Required action
Please count the lines below that contain the word "adjacency", and reply with that number alone.

*** Block opens ***

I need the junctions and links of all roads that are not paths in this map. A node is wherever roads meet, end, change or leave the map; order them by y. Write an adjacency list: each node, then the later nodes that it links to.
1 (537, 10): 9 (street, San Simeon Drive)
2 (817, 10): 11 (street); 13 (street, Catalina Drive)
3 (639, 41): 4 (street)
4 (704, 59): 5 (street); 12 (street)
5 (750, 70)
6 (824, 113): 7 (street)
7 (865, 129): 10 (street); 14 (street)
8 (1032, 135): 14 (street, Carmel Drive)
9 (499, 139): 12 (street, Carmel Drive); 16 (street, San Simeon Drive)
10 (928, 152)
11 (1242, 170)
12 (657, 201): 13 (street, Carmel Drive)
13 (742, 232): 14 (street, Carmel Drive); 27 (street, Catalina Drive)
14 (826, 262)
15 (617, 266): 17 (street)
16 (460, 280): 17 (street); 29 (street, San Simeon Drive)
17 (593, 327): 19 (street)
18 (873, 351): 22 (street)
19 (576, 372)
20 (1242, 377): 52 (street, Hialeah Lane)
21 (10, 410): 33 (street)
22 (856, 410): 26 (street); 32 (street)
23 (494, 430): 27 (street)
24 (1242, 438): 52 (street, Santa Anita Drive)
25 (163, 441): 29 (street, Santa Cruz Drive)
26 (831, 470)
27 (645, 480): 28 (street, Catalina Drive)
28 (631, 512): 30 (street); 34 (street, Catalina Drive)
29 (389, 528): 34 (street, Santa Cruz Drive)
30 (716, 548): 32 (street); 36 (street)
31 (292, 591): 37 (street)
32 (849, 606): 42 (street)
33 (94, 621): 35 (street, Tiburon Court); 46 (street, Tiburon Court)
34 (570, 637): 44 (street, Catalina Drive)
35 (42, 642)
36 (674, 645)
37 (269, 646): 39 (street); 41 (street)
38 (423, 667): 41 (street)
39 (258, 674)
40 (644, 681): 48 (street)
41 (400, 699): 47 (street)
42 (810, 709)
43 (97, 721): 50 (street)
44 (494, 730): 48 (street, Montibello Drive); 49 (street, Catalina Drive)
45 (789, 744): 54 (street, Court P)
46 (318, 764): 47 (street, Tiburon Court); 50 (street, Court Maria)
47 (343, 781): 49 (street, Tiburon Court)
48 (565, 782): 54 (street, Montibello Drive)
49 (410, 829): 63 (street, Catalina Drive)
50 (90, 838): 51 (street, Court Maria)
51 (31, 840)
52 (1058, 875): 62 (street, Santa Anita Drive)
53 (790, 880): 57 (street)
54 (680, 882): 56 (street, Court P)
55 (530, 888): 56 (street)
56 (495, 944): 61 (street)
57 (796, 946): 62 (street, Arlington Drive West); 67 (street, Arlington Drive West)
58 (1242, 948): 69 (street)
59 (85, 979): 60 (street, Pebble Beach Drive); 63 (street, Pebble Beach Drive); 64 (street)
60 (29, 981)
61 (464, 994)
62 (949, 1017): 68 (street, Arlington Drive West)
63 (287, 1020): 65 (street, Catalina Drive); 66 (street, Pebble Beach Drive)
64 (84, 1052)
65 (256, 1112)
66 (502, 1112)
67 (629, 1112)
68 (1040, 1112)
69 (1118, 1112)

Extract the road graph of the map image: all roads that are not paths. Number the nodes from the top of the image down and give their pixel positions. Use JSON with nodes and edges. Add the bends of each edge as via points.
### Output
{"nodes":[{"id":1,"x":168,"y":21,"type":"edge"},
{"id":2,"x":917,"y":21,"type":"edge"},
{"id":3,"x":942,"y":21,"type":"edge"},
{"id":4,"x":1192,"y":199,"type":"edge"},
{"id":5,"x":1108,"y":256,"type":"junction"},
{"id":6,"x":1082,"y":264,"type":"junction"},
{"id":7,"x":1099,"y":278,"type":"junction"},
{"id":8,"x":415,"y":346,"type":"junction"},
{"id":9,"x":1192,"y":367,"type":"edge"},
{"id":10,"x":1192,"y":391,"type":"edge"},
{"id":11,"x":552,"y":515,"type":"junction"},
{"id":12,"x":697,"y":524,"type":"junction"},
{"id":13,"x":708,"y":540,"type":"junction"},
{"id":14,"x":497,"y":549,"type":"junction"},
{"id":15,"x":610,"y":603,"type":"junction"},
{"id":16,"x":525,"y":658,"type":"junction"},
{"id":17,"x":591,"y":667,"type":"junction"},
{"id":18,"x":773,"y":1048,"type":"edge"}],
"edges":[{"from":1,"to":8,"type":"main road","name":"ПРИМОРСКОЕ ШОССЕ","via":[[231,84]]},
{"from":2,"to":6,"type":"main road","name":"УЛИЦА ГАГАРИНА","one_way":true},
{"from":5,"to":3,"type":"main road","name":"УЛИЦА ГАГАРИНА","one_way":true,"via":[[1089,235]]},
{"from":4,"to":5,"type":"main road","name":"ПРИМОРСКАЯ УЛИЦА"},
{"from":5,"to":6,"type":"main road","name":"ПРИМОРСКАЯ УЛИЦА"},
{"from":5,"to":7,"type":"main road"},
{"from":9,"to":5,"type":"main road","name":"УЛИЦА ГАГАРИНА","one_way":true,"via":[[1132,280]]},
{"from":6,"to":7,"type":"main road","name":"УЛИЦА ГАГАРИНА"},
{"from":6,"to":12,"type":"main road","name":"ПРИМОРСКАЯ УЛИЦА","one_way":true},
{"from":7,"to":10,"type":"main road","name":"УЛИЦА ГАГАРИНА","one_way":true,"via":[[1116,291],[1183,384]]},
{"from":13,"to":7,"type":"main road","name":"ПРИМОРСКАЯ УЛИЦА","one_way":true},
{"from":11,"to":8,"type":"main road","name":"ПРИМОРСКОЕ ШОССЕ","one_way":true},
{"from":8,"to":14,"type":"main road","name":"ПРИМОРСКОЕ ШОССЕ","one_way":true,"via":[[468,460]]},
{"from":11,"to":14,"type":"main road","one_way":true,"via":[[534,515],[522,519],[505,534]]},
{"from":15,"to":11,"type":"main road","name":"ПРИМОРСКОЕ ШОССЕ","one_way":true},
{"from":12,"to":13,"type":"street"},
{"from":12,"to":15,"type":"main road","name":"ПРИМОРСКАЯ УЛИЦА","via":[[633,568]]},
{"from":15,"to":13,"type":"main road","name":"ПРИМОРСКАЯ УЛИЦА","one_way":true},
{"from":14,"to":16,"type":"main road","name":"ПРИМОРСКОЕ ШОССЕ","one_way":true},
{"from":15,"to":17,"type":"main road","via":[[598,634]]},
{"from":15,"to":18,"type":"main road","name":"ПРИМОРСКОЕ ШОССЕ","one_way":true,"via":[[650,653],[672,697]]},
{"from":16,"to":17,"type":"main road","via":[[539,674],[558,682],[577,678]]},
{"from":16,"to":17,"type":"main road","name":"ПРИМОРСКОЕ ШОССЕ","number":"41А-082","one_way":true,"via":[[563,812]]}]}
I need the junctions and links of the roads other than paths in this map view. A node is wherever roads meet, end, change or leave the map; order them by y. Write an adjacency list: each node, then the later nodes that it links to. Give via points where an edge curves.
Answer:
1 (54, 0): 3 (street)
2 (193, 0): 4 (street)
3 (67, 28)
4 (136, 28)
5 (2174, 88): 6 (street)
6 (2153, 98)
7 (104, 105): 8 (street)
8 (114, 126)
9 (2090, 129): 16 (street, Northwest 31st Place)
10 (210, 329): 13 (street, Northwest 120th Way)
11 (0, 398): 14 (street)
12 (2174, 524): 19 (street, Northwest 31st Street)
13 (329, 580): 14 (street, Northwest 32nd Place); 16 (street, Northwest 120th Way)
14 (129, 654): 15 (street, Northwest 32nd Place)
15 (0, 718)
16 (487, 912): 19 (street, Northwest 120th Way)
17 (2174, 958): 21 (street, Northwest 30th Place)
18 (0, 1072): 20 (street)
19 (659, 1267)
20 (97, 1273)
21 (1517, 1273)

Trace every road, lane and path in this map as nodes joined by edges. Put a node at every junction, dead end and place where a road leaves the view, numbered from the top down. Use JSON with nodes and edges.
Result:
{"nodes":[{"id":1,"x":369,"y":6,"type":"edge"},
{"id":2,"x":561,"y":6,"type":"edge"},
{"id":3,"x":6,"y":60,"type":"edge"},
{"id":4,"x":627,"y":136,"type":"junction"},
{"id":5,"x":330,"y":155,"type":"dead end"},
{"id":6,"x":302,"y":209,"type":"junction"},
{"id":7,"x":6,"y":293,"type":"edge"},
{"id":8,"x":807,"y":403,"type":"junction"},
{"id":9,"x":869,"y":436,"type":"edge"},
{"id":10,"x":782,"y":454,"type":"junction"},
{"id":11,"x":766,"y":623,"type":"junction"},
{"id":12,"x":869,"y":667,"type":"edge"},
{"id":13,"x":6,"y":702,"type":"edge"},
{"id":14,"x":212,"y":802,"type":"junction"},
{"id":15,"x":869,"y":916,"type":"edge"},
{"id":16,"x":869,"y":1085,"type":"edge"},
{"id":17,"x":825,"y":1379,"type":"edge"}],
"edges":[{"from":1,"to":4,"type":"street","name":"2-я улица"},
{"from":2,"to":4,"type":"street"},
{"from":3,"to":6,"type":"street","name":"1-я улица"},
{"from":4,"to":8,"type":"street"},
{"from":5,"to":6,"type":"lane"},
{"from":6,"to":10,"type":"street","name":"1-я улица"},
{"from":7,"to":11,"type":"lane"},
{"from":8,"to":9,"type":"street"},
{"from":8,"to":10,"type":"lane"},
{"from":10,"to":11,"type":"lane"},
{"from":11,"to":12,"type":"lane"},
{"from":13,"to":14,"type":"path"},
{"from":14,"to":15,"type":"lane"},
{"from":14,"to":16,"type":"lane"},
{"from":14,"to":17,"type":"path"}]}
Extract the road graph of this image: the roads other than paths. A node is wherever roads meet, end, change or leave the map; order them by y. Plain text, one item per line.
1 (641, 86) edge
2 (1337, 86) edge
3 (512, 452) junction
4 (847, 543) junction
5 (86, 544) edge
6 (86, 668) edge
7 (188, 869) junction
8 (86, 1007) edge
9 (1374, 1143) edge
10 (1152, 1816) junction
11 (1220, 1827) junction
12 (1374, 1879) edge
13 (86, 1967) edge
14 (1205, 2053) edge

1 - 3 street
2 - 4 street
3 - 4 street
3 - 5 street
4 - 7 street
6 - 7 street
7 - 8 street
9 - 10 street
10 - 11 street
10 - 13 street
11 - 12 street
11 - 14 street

*** Block closes ***

Expected answer
2